The government official and another source said GM informed Seoul about the decision in a phone call only the evening before its announcement.
The sources declined to be identified because of the sensitive ongoing nature of the matter.
A GM Korea spokesman confirmed the company notified the government about Gunsan closure on Monday, but said the matter had been already discussed and approved by the board, including board members nominated by KDB, last week.
“We plan to seek full support from government and other stakeholders about our turnaround plan,” he said.
KDB declined to comment.
South Korea’s government said it deeply regretted GM’s unilateral decision and any aid would depend on GM’s new investment into its Korean operations.
GM said it will invest if it is successful in “working with our stakeholders to restructure and get to a viable cost structure”.
“There is deep rooted distrust about GM among government officials. Trust has collapsed a long time ago,” a person familiar with the South Korean government’s thinking said.
KDB believes GM Korea has not shared sufficient information about its finances or the cause of its mounting losses, this person added.
The GM Korea spokesman said it will explain its “transparent practice” to the government during upcoming discussions.
South Korea was for years a low-cost export hub for GM, producing close to a fifth of its global output at its peak.
But the automaker’s decisions to exit other unprofitable markets have exacerbated problems for GM Korea, which used to build many of the Chevrolet models GM once offered in Europe.
In December 2013, GM announced its decision to pull Chevrolet out of Europe. Last year, GM agreed to sell its Opel and Vauxhall brands in Europe to PSA Group
GM Korea, which South Korea’s trade ministry says directly employs nearly 16,000 workers and supports another 140,000 jobs in its supply chain, posted a total of 1.9 trillion won ($1.8 billion) in net losses between 2014 and 2016.
A further complication is pressure from the administration of U.S. President Donald Trump to address the U.S. trade imbalance with South Korea and bring manufacturing back to the United States.
“Trump is putting pressure on GM to shift production to U.S. It is Government Motors, not General Motors,” the person said.
However, the GM Korea spokesman said: “The Gunsan plant announcement is related to our need to restructure our business in South Korea,” and is not being done for political reasons.
Sources familiar with GM’s future planning say the company’s global production strategy is still fluid, but GM could shift production out of Korea to an existing plant in another country.
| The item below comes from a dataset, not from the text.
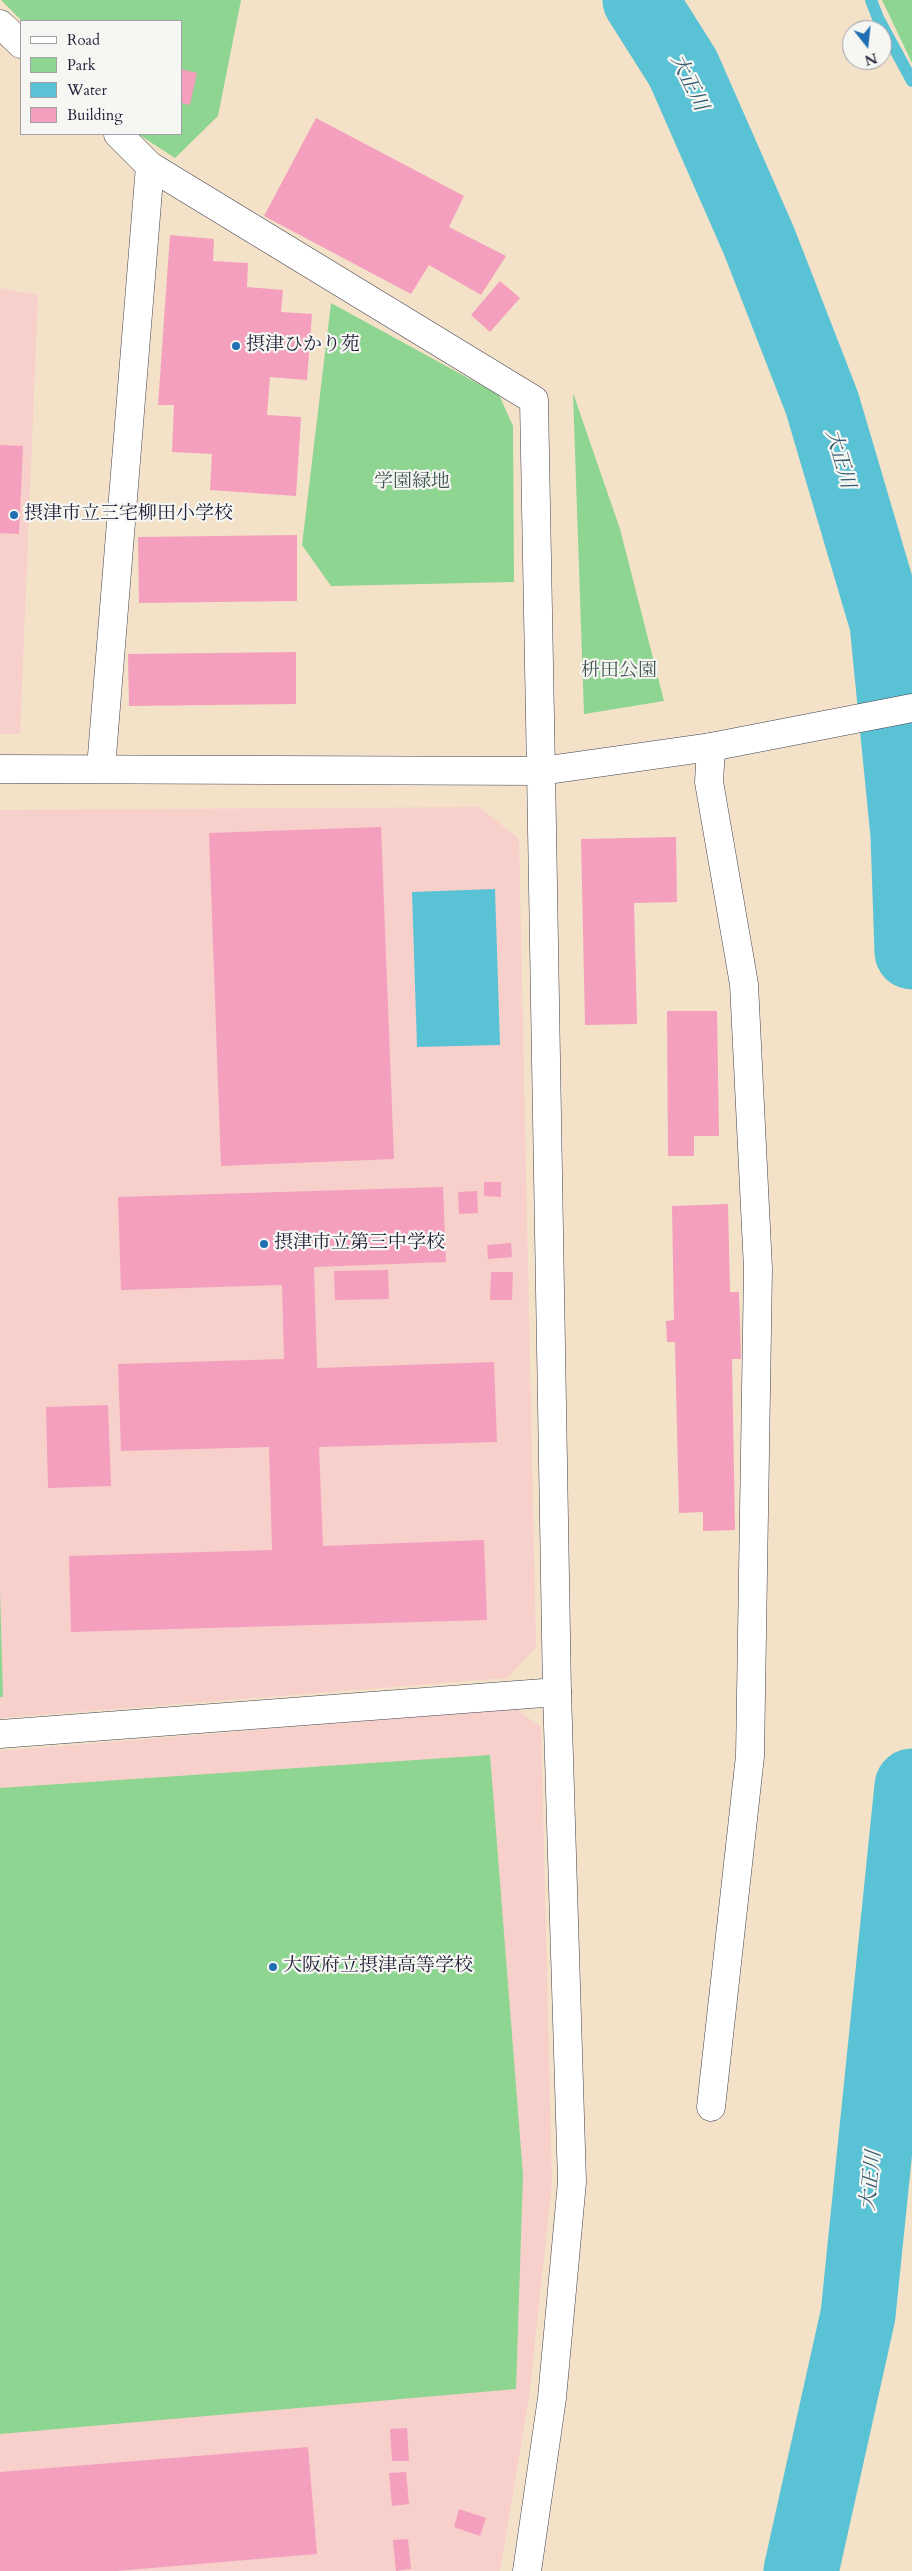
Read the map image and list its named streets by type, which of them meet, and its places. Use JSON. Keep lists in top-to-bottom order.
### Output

GM’s announcement of the Gunsan plant shutdown and launch of voluntary redundancy plans couldn’t have come at a worse time.
Many salaried South Koreans get bonuses and gifts to celebrate Friday’s Lunar New Year holiday.
South Korean officials are also in the middle of hosting the Winter Olympic Games and have been focused lowering tensions with North Korea, which sent a high level delegation last week.
A Detroit-based source at GM told Reuters the timing of the announcement was dictated by urgency of the matter as its 2018 wage negotiations with South Korean workers have begun. Top management decided the time had come to put a lid on the losses, starting with closure of the Gunsan plant, the person said.
GM’s approach has prompted speculation in South Korea that the automaker is seeking to maximize pressure on President Moon Jae-in’s administration, which has touted job creation as its top economic policy.
“Bail out or not, the decision will be inevitably a political one,” said Yun Chang-hyun, an economics professor at Seoul National University.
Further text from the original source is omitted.